Source: http://www.operasoftware.com/content/download/4580/153912/version/2/file/3Q13.pdf ... Opera ASA has lost about 10k desktop users per day since they decided to switch to chromium.
It should prove interesting whether the declining stats become an ultimate rationale for Opera departing entirely from the desktop scene. After all, desktop systems are supposedly going extinct under the mobile-device onslaught, according to the prophets of desktop doom. These stats could readily be cited as simply unfolding proof of all that, by those whose minds are already made up. There's an old saying: "When the only tool you have is a hammer, everything tends to look like a nail." Opera (and a lot of the digital trend-riders) are now enamored of mobile everything... and therefore, they have a built-in tendency to view all things through 'mobile' lenses.

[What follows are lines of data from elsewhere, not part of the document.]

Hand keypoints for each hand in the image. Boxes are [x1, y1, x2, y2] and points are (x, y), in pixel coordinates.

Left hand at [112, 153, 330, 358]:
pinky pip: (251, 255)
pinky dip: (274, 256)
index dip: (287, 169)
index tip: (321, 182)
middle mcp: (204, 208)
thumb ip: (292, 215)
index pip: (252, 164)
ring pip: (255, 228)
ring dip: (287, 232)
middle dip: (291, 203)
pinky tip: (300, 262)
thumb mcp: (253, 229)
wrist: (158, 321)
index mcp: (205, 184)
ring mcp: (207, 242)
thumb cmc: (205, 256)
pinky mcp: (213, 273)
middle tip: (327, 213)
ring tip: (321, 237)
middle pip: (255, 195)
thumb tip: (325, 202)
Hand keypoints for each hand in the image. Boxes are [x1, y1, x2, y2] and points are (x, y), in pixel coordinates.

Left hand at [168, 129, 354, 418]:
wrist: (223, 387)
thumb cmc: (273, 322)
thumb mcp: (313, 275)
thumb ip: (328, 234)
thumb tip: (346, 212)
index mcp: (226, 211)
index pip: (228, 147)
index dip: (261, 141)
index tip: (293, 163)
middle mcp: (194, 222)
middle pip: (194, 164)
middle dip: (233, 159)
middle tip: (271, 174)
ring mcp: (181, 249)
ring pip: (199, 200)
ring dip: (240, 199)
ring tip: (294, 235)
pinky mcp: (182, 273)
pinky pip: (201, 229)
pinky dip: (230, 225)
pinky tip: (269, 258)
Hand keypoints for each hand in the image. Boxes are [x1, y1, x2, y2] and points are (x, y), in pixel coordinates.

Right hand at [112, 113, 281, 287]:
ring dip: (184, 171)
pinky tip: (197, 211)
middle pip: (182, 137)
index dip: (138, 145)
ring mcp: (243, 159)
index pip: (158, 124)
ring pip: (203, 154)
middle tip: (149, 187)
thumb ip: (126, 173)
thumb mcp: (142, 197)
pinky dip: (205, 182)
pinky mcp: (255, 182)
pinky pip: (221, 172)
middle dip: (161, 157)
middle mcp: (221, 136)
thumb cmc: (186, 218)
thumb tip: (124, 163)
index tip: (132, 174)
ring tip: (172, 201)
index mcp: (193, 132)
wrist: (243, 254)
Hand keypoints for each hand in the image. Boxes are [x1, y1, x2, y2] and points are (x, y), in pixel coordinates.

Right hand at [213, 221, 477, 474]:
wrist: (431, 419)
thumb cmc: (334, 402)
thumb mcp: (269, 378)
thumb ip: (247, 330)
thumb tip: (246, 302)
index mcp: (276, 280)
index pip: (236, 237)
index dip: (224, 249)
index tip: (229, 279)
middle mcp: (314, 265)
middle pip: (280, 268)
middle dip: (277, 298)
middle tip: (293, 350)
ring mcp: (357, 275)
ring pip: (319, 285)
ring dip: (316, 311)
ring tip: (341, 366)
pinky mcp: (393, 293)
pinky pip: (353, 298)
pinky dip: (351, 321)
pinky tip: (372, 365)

Which, I believe, explains a lot of things with regard to the nature of Blink Opera's desktop browser... especially the dismissiveness with which many user complaints have been handled.
-
Deleted User last edited by
Originally posted by QuHno:
But that troll doesn't hate blink or any other rendering engine - he just doesn't like what was made from it by Opera and still hopes that something decent will come out of this mess.
Hope dies last but keep in mind please that nothing lasts forever
Originally posted by Frenzie:
What's the point if these bugs have already been in the Webkit bug tracker for a decade? I thought Opera might care a bit more about the major regressions that come with Blink.

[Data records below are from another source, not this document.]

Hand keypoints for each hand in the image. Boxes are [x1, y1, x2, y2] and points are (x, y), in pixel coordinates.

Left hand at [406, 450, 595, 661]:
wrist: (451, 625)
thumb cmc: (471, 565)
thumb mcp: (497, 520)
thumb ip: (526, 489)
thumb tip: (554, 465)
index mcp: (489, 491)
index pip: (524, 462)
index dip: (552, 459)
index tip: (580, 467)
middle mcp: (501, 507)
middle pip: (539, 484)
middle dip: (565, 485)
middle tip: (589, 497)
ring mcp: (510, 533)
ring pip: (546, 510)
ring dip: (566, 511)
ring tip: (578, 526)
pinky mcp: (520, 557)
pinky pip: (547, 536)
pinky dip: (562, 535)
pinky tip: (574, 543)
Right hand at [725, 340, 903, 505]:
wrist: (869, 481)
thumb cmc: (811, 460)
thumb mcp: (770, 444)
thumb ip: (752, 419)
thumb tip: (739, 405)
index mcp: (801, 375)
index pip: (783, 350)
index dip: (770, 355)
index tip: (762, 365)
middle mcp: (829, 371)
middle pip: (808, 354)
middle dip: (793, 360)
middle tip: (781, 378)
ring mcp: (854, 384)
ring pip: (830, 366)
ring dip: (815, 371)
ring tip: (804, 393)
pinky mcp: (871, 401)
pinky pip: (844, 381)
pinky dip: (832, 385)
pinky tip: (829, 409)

They seem to be overextended with building a shell for Blink and you want them to fix the new engine? You must be kidding
-
frenzie last edited by
Originally posted by Krake:
They seem to be overextended with building a shell for Blink and you want them to fix the new engine? You must be kidding
As it happens they've got people working on the engine separately from people working on the chrome. One of them is working on fixing Blink's broken video APIs, which may technically be fixing regressions compared to Presto. But the thing is, I want to report these regressions to Opera because they're only regressions for Opera. In Blink, it's all just bugs that've been there since Apple forked KHTML, with corresponding unfixed Webkit bug reports to boot.
-
quhno last edited by
Originally posted by Frenzie:
In Blink, it's all just bugs that've been there since Apple forked KHTML, with corresponding unfixed Webkit bug reports to boot.

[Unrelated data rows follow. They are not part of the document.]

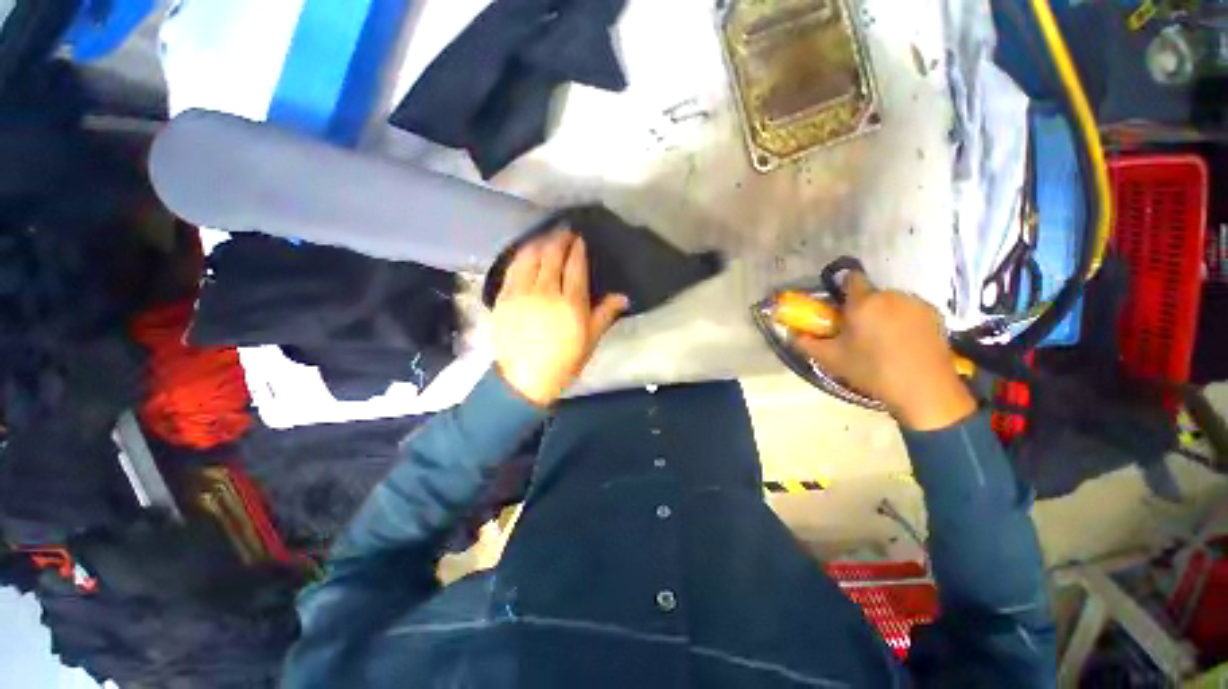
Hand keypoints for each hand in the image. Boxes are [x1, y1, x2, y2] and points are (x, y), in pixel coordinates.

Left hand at [492, 229, 628, 406]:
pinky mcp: (504, 297)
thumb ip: (605, 314)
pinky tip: (526, 251)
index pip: (575, 266)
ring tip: (547, 236)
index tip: (580, 239)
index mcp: (571, 304)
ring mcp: (521, 293)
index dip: (577, 249)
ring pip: (530, 256)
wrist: (524, 380)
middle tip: (565, 230)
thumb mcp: (590, 341)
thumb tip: (623, 296)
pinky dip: (521, 255)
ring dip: (540, 242)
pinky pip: (512, 268)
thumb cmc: (563, 363)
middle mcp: (545, 292)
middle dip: (559, 239)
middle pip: (552, 255)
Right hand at [794, 273, 975, 430]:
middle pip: (871, 294)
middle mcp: (891, 295)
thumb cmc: (872, 371)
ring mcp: (916, 304)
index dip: (842, 288)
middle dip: (862, 308)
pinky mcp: (935, 315)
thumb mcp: (831, 359)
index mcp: (864, 302)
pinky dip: (903, 320)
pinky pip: (910, 310)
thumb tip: (792, 333)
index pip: (851, 278)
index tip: (839, 306)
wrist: (924, 390)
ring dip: (883, 313)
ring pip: (891, 302)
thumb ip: (806, 343)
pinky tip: (903, 342)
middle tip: (857, 331)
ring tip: (882, 339)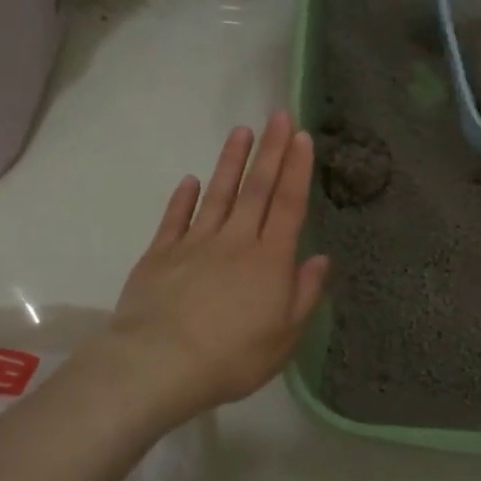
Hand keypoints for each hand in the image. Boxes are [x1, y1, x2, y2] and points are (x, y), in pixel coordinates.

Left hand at [107, 112, 330, 420]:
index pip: (289, 205)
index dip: (298, 170)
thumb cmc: (233, 357)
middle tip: (278, 116)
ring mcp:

That hits the point. If Google or Apple as main contributors did not use it on their websites, it was of no bigger interest and you could wait until the sun explodes, e.g. I still wait for a fix about font—or, better—character replacement. Opera 12 did a great job with it.
Explanation for all who want to know what that means:
If some character was not in the CSS defined or replaced fonts, it used the character from the most similar font you had installed. In doubt it used even a fonts that did not look similar if the character was in there—on my system it even used the Unicode BMP Fallback Font if nothing else worked out for really esoteric characters, which was still better than displaying ???? instead of foreign characters like the whole Chromium bunch does.I am really waiting for that bug to get fixed. At the moment Opera is worse than Chromium when it comes to charsets and font replacement as I noticed in DNA-13074 where Chromium had no problem with it and Opera 17 -19 displayed ??? instead of the Big5 Chinese character set.